Под местной анестезией раствором лидокаина 0,2% с добавлением адреналина 1:10000 произведен циркулярный разрез кожи в межлопаточной области согласно разметке, просечены кожа, подкожная клетчатка, фасция до мышц, кожно-фасциальный лоскут с образованием выделен, удален. Осуществлен тщательный гемостаз. Из близлежащих тканей выкроили три одинаковых по размерам кожных лоскута, расположенных вокруг дефекта под углом 120°, имеющих форму лопасти (Фиг.1). Затем произвели мобилизацию лоскутов в дистальных направлениях путем рассечения клетчатки и мышечной фасции со всех сторон (Фиг.2). Полученные мобильные лоскуты переместили в центр послеоперационной раны, на кожные края прямых углов лоскутов посередине кориума наложили шов, который обеспечивал их сопоставление. Края донорской раны и трехлопастные лоскуты ушиты без натяжения между собой одиночными швами. Рана дренирована резиновыми выпускниками. Послеоперационный период протекал без осложнений, ишемии, некроза лоскутов не наблюдалось. Заживление первичным натяжением. Швы сняты на 12-е сутки. Больной выписан в удовлетворительном состоянии.

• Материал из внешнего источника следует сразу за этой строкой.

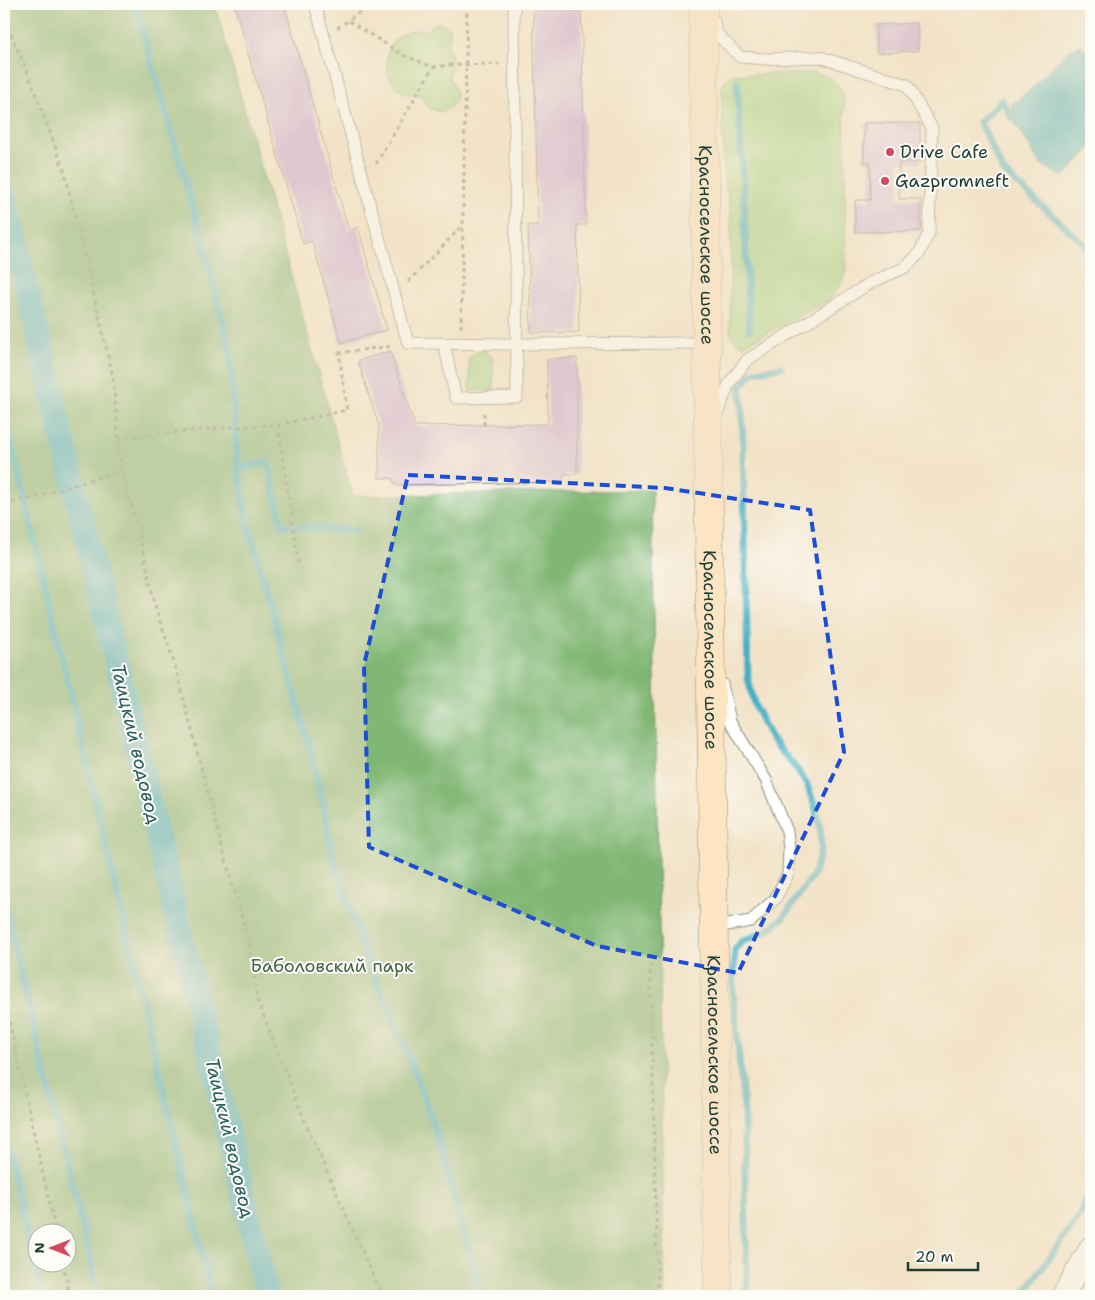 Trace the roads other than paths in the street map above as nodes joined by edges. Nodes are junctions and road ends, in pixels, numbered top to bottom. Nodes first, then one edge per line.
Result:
1 (315, 4) edge
2 (514, 4) edge
3 (703, 4) edge
4 (711, 4) edge
5 (708, 343) junction
6 (444, 344) junction
7 (517, 344) junction
8 (709, 442) junction
9 (712, 637) junction
10 (712, 925) junction
11 (1091, 1247) edge
12 (718, 1296) edge
13 (1063, 1296) edge

1 - 6 lane
2 - 7 lane
3 - 5 main road, Красносельское шоссе
4 - 8 lane
5 - 7 lane
5 - 8 main road, Красносельское шоссе
6 - 7 lane
6 - 7 lane
8 - 9 main road, Красносельское шоссе
9 - 10 main road, Красносельское шоссе
9 - 10 lane
10 - 12 main road, Красносельское шоссе
11 - 13 street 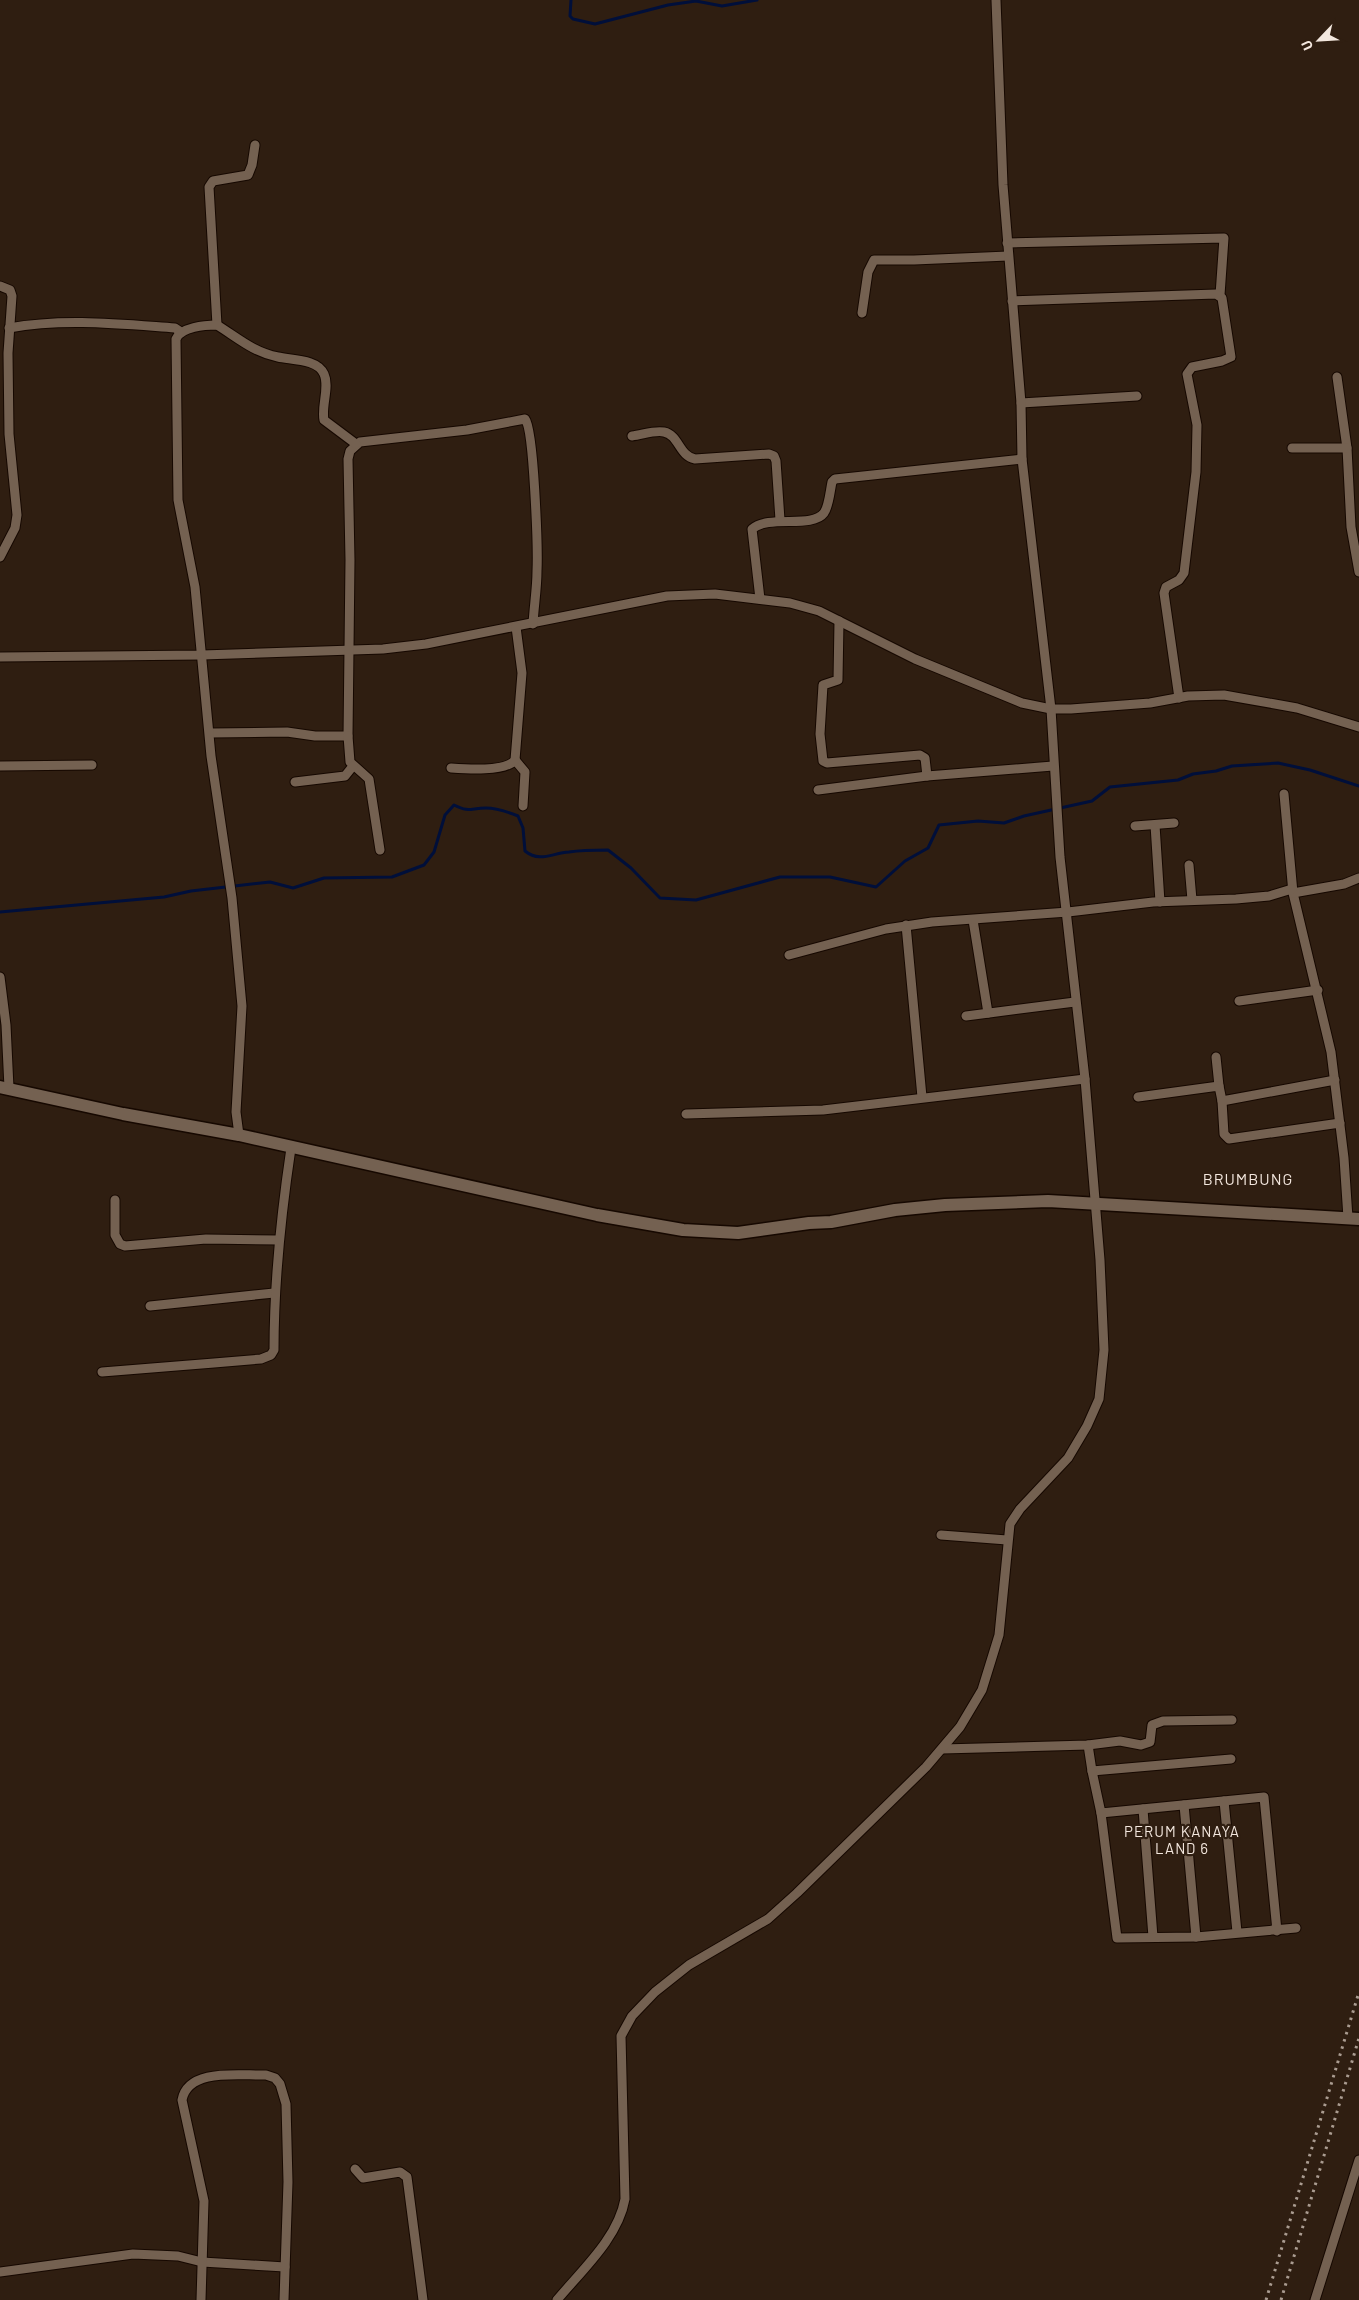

Гистологический анализ (№839553) - меланома из эпителиоподобных клеток, уровень инвазии по Clark - X степень, толщина опухоли по Breslow - 3 мм, в опухоли небольшое содержание меланина, удалена в пределах здоровых тканей.

15.12.06 - при осмотре выявлено: кожа в области послеоперационной раны светло-розового цвета, от окружающих тканей не отличается (Фиг.3). Больной жалоб не предъявляет.

Технико-экономическая эффективность использования трехлопастных лоскутов для закрытия округлых дефектов кожи туловища позволяет равномерно распределить кожную нагрузку в области послеоперационной раны, избежать избыточного натяжения в тканях, сохранить кровоснабжение и исключить осложнения, связанные полным некрозом лоскутов, способствует заживлению раны первичным натяжением, предотвращает расхождение краев раны и формирование патологических рубцов. Данный способ увеличивает радикальность хирургического вмешательства, ускоряет медико-социальную реабилитацию; улучшает качество жизни больных.

Способ пластики дефекта кожи туловища, включающий широкое циркулярное иссечение патологического очага, отличающийся тем, что выкраивают три одинаковых по размерам лоскута на питающей ножке, расположенных вокруг дефекта под углом 120°, имеющих форму лопасти с прямым углом, лоскуты сдвигают в центр дефекта, сохраняя их связь с подлежащими тканями, на кожные края прямых углов лоскутов посередине кориума накладывают шов, края донорской раны и перемещенные лоскуты сшивают между собой.